That said, I have always thought that the copper heat exchangers were often way oversized if there is a fair amount of convection going on near the tubing in the tank. If this is so then if might account for Eric not having problems with pex his installation. 

I would love to see a link to a reliable source that shows copper only having 3 times the conductivity of PEX.

Hugh


----------



## sparke (Mar 8, 2008)

Sciguy, 

I do not remember exactly where I read that. For sure on this site and possibly on "builditsolar". I know I have read it at least on 3 sites... I have studied so much on the net I could not possibly begin to tell you where I saw it. I saw cases where pex hex's failed miserably. In those cases the installer used the same amount of pex as they would have copper. Then I have come across success stories like EricJeeper. As you know, there is more involved then just the pex. There are flow rates, head pressure, friction losses, etc...
I made the decision to go for it and see if it works. If it does great I saved about $800. If not I lose about $200 and alot of time. Just look at it this way. If it fails I am taking one for the team  I think it it going to work fine.


----------



## jebatty (Mar 8, 2008)

I continue to have trouble understanding why the choice to go with a big coil hx when a flat plate for about 1/3 the cost can perform so well. I know an extra pump is needed, but pumps today are very economical. The flat plate 5 x 12 x 30 plate I use (pd $200) will load my 800 gallons of storage from 80 to 150-160 in about 6 hours, and at the low end and until storage input to hx reaches above about 130 can take all the heat my Tarm Solo Plus 40 can deliver without idling. 

What are the benefits of the coil hx over the flat plate?


----------



## EForest (Mar 8, 2008)

Jim,
Is your 800 gals open or pressurized?


----------



## sparke (Mar 8, 2008)

I want to maximize stratification.  If you explain how to do that with a plate hex and an un-pressurized system I would be very interested.


----------



## jebatty (Mar 8, 2008)

I am moving from unpressurized to pressurized. The boiler side is pressurized already. Storage will be soon, as I move to a 1000 gal LP tank.

My plate hx feeds hot water into the top and draws cold water out of the bottom of the tank, which should result in about as much stratification as one can get. I intend to do the same with the pressurized LP tank.


----------



## EForest (Mar 9, 2008)

Jim,
Have you thought about welding a tankless DHW coil such as you get with an oil boiler into you propane tank?
Just something I'm thinking about.

Ed


----------



## sparke (Mar 9, 2008)

Jebatty, Do you use dip tubes?  Turbulence in the tank?


----------



## jebatty (Mar 9, 2008)

gasifierwanabee said:
			
		

> Have you thought about welding a tankless DHW coil such as you get with an oil boiler into you propane tank?

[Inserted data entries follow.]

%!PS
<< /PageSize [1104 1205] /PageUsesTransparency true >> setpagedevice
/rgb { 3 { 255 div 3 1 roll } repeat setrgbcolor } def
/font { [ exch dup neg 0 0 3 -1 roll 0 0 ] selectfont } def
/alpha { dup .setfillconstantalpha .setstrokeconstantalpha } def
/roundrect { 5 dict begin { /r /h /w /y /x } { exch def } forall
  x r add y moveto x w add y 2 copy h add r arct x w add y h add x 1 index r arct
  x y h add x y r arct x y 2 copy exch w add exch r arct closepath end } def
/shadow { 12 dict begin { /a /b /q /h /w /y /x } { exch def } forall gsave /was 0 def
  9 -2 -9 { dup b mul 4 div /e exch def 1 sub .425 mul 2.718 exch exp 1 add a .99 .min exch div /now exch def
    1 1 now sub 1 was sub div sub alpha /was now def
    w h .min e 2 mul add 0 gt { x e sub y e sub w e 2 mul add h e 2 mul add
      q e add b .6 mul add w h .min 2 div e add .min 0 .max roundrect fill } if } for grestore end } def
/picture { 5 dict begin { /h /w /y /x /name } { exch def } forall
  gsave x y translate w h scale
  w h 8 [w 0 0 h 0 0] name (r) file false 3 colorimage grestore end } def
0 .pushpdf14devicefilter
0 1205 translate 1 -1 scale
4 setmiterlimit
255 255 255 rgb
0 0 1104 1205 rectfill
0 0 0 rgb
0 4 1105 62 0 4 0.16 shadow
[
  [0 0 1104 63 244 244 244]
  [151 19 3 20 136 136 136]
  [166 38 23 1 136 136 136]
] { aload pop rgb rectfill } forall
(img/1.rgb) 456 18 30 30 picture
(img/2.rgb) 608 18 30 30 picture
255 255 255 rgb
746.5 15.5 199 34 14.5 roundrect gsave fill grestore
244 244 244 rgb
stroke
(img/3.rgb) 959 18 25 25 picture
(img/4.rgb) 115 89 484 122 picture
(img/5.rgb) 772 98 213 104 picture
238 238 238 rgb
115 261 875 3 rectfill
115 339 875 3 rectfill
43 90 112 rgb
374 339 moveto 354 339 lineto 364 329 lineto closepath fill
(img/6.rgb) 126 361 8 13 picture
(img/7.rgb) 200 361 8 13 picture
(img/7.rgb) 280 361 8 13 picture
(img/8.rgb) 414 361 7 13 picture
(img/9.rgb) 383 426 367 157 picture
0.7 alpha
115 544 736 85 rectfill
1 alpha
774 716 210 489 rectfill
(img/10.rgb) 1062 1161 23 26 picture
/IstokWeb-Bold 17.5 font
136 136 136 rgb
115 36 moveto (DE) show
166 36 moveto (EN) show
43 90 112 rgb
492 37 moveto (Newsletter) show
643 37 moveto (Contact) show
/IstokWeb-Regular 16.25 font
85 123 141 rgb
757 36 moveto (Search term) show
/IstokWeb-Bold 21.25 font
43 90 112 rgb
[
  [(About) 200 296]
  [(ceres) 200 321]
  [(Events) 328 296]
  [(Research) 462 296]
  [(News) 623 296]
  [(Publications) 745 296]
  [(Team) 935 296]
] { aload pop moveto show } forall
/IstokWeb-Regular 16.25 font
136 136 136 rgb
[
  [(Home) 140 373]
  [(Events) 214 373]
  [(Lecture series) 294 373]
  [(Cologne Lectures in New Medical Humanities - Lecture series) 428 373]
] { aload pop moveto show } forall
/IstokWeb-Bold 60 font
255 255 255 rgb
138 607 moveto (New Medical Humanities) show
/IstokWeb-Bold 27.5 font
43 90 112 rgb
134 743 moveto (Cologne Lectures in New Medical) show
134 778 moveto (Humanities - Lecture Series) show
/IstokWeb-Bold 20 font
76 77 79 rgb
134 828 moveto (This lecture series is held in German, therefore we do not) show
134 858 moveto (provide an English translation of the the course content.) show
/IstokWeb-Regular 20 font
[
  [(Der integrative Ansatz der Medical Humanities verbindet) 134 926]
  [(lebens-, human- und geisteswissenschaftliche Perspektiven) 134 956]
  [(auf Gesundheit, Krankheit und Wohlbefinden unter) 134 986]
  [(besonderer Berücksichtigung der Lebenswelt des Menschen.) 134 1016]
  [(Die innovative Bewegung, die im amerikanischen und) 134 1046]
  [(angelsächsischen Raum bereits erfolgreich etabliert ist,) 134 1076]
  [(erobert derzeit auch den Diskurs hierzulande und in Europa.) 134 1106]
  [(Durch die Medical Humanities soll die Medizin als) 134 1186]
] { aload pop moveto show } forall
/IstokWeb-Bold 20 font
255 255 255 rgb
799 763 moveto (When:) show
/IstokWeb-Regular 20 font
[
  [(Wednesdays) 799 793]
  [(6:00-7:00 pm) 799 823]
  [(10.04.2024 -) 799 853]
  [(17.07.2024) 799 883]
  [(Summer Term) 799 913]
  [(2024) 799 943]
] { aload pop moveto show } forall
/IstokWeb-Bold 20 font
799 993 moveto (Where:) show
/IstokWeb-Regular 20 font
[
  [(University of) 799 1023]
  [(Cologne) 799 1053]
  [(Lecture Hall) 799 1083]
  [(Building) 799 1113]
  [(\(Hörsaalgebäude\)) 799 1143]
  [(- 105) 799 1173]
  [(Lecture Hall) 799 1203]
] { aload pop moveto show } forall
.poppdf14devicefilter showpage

Have not because don't currently heat DHW with the boiler, but will consider in the future. I'm finishing my first season with the Tarm. I'm waiting for the LP tank to be delivered, and I'm not sure of the maximum opening into the tank that could be used to insert a coil. What do you suggest?



			
				sparke said:
			
		

> Jebatty, Do you use dip tubes?  Turbulence in the tank?

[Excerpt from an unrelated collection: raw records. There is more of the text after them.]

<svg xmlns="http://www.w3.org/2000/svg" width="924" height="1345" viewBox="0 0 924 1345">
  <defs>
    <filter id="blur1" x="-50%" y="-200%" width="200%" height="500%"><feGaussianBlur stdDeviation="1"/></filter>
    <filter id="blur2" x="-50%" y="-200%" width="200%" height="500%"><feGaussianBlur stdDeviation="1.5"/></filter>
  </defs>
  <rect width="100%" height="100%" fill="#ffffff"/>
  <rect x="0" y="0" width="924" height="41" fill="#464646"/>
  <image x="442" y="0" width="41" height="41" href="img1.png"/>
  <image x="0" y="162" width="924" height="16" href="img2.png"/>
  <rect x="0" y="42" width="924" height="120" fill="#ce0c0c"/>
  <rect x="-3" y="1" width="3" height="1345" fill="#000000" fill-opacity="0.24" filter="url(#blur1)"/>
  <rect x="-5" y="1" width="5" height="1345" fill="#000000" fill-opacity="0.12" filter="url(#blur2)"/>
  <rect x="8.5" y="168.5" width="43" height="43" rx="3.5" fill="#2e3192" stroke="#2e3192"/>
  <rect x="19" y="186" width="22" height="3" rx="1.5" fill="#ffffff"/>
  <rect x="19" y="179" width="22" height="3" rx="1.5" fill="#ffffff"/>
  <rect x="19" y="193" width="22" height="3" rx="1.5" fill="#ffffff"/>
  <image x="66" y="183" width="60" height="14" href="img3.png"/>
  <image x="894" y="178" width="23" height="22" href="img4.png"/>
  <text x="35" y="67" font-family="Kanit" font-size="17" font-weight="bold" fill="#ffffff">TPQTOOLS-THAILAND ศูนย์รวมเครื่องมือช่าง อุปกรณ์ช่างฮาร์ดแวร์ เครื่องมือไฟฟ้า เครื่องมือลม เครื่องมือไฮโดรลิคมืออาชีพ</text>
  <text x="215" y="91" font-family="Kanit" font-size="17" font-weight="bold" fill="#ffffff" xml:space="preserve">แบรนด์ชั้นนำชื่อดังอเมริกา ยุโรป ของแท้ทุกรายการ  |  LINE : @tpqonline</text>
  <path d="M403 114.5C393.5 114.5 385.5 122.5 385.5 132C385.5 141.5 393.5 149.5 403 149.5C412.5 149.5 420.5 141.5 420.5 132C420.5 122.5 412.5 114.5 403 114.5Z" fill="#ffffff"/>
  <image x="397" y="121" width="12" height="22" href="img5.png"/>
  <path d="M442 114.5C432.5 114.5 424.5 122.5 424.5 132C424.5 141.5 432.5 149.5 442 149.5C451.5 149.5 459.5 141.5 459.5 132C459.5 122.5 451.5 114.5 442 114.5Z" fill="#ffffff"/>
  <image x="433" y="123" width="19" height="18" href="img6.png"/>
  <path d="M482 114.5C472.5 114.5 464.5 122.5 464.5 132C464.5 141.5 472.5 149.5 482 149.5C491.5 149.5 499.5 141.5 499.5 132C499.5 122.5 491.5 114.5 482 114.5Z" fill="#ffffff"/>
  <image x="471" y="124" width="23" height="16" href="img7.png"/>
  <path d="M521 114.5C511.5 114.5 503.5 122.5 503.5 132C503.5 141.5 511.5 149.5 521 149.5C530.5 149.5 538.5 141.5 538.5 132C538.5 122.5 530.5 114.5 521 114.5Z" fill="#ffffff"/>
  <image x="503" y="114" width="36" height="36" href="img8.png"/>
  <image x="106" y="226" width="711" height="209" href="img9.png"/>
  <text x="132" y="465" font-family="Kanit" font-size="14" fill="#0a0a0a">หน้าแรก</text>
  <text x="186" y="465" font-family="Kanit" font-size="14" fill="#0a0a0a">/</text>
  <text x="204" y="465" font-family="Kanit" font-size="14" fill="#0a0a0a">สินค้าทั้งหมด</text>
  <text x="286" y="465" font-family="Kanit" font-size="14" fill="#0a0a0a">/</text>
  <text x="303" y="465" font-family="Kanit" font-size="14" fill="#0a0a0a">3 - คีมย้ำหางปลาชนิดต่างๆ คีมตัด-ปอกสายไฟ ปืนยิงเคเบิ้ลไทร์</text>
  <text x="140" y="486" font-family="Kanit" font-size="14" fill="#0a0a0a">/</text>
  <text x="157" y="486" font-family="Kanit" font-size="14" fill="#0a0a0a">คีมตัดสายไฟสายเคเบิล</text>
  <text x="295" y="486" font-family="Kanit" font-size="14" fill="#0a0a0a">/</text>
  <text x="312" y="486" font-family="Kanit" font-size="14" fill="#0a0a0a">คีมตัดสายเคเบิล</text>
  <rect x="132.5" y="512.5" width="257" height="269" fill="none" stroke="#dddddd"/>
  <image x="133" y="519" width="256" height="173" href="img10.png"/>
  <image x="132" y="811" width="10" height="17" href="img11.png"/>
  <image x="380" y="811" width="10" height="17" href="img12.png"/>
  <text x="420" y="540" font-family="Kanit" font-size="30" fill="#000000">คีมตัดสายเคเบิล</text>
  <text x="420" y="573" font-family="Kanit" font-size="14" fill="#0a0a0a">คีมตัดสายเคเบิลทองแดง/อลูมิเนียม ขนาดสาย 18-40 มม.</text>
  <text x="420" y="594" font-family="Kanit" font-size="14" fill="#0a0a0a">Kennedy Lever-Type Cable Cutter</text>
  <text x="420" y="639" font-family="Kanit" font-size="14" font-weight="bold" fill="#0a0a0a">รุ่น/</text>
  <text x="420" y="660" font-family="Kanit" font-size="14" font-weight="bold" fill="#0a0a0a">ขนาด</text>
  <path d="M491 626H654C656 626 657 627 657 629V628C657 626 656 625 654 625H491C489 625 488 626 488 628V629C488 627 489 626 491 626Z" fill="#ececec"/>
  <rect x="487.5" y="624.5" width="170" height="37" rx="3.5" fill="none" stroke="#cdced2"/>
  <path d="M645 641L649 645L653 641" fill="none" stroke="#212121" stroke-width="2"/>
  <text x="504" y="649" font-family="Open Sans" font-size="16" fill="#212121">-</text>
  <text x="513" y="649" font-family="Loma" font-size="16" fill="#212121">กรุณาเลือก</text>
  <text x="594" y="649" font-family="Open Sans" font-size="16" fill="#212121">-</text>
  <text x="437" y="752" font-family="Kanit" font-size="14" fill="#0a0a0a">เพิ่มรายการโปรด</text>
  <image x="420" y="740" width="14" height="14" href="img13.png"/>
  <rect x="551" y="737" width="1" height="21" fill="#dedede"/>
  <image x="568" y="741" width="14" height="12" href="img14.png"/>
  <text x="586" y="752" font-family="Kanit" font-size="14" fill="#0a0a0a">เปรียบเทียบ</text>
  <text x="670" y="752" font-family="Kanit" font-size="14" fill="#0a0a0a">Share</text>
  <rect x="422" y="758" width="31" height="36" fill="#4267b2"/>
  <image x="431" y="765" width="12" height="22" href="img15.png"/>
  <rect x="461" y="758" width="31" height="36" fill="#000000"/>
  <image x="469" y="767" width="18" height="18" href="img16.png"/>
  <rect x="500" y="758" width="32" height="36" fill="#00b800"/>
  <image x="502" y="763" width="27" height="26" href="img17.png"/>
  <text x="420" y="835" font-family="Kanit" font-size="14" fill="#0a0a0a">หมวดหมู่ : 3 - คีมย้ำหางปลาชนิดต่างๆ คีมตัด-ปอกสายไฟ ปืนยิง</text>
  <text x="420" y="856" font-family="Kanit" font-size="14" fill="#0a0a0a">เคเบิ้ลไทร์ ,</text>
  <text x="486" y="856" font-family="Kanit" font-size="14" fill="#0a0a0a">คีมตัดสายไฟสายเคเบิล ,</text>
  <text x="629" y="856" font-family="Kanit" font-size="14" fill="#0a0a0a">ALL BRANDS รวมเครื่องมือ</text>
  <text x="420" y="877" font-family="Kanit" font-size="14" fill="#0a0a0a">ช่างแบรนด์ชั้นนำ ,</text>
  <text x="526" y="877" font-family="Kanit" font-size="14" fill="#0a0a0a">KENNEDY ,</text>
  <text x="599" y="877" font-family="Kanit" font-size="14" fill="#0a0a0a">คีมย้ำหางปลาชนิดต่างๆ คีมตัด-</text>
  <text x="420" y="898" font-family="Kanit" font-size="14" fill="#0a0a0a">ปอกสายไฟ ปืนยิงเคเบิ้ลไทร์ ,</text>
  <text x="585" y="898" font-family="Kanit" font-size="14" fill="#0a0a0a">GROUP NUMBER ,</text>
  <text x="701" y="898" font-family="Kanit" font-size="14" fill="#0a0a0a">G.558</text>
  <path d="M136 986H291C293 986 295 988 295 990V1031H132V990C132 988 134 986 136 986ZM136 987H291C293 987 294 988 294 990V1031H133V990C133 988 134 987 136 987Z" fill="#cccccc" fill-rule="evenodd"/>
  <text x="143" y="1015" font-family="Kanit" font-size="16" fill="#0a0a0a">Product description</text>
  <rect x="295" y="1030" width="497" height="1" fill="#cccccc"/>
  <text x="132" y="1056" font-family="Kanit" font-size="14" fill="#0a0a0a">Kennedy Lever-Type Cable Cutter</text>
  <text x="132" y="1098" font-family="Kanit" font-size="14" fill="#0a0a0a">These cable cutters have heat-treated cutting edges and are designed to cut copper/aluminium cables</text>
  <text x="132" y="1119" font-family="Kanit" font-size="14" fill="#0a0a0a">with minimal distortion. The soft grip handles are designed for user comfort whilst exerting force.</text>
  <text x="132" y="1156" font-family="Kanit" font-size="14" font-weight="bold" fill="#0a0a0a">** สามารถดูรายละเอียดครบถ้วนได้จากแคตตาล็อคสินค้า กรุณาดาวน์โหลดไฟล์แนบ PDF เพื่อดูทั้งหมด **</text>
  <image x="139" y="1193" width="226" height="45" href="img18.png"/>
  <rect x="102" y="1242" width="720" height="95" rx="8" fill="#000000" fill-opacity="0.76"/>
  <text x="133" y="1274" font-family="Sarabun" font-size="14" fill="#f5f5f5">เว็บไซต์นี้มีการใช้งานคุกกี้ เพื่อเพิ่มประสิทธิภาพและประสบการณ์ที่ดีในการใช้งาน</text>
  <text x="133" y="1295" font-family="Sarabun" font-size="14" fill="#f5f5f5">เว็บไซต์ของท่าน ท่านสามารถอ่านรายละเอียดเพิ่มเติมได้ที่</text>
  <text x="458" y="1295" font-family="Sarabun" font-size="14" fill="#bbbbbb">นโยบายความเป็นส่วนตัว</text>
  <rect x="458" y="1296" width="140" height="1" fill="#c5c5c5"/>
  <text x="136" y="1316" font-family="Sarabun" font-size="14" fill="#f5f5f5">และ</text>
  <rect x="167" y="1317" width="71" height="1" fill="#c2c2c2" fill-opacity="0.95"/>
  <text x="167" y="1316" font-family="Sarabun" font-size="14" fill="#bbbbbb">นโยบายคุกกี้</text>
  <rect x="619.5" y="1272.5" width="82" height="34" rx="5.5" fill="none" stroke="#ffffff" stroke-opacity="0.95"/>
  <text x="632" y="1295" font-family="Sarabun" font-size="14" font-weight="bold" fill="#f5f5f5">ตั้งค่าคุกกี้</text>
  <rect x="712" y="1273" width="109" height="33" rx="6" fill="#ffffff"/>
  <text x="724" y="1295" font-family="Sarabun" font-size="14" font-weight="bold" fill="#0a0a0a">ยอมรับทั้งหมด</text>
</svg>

I do not on the open system tank currently used because the tank had an inlet fitting on the top and a drain fitting on the bottom. Also, I do nothing to create turbulence. Hot water in on the top and cold out the bottom results in very heavy stratification, which seems to be most desirable. A really good part of the heavy stratification is that the return to the hx is coolest possible, which also results in the highest rate of heat transfer through the hx. I get as much as an 80F heat rise through the hx.

On the soon to be pressurized system, as I don't have the tank yet, I may have to use a dip tube on the return side to draw cool water from the bottom of the tank but I don't think I will need one on the top side for supply hot water. What do you have in mind?


----------



## sparke (Mar 9, 2008)

I am trying to educate myself on that method. If I had known you could use a plate hex with an open tank I am sure I would have gone that route... That's why I am here, to learn! If the ole pex trick don't work, we will be talking soon : )


----------



## slowzuki (Mar 10, 2008)

The main benefit of the closed coil is reducing the number of pumps.  Every pump costs money to run.


----------



## sparke (Mar 12, 2008)

Finally got this thing up and running.  The tank made it from 50* (guess) to 120* overnight.  The tank was only heating when the boiler overheated.  I temporarily hooked tank pump to overheat aquastat.  Right now I am running a dedicated load through the tank.  As the Delta narrows I am not sure how well it will go from 150* to 180*.. So far so good on the experimental hex...  Here's a few pics before I sealed it with the cover.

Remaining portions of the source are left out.